=== Begin Enclosure ===

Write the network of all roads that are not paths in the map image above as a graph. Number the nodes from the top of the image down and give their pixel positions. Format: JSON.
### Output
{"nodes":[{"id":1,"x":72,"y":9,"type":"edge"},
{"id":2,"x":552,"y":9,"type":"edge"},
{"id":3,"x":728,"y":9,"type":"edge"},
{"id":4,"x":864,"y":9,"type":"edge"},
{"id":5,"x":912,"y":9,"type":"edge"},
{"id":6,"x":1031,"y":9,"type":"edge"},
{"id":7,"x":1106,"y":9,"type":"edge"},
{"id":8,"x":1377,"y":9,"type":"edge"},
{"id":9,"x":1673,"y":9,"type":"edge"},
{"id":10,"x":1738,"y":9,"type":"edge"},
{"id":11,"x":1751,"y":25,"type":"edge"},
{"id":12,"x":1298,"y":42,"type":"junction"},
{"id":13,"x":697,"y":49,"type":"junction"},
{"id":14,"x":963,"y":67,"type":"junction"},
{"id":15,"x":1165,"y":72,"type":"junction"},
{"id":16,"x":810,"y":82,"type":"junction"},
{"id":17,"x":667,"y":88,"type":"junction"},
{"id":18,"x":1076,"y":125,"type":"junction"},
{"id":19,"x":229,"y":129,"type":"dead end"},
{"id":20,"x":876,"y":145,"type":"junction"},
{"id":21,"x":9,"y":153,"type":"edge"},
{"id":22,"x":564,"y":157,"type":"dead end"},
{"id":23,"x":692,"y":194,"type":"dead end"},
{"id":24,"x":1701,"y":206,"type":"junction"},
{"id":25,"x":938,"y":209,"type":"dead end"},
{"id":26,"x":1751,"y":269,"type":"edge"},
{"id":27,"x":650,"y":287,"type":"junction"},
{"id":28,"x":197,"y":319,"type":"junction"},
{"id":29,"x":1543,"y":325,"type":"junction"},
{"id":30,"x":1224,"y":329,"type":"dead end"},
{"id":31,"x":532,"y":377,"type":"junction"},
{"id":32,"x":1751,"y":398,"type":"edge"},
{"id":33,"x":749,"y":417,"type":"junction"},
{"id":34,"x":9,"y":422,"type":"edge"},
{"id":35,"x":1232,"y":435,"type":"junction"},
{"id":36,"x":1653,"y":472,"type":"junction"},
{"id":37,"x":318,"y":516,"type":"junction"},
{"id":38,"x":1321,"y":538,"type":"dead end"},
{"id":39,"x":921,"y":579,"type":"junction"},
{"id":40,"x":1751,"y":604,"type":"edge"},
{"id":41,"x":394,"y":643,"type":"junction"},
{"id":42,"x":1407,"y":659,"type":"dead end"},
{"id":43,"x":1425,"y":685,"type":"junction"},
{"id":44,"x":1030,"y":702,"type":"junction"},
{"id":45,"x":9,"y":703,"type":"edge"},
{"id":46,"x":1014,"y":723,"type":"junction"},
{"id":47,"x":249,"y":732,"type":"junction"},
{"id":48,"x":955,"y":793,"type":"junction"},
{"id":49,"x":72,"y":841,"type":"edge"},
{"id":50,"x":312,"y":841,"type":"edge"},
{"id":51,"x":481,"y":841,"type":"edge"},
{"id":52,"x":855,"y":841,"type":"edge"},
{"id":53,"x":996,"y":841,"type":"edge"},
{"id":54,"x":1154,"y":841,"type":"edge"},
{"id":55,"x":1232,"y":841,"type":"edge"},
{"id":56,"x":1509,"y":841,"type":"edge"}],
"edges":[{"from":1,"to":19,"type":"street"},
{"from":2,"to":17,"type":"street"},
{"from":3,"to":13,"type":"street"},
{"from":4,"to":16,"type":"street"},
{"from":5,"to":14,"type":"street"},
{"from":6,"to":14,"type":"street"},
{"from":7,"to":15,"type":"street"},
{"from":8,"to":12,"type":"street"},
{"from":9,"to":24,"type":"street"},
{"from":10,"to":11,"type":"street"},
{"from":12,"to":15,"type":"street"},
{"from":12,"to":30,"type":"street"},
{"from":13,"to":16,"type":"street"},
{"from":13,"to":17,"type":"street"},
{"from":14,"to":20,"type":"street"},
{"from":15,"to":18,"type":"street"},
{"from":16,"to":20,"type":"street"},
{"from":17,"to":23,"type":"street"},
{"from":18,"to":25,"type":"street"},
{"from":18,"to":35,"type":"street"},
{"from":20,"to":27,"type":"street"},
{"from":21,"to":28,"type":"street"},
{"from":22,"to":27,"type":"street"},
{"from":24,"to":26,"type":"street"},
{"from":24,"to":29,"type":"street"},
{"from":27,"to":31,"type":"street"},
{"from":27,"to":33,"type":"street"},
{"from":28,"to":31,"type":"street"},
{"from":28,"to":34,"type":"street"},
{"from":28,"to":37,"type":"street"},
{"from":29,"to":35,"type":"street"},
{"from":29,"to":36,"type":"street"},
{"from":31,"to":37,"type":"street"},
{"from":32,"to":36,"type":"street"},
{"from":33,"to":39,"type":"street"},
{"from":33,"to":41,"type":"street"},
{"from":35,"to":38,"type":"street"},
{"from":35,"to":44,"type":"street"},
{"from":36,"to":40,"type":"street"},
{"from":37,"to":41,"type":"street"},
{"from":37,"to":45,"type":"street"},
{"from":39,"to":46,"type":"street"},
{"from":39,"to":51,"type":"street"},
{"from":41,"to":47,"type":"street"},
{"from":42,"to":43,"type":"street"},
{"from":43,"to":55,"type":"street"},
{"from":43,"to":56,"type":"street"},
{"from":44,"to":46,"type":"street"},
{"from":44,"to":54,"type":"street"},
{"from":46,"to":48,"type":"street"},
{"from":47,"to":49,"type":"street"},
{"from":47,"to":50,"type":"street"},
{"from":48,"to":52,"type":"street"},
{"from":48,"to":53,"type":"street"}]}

=== End Enclosure ===

Problem details -> If the word "nodes" is on a line above, return that line.

Result of this exercise ->
Write the network of all roads that are not paths in the map image above as a graph. Number the nodes from the top of the image down and give their pixel positions. Format: JSON.
{"nodes":[{"id":1,"x":72,"y":9,"type":"edge"},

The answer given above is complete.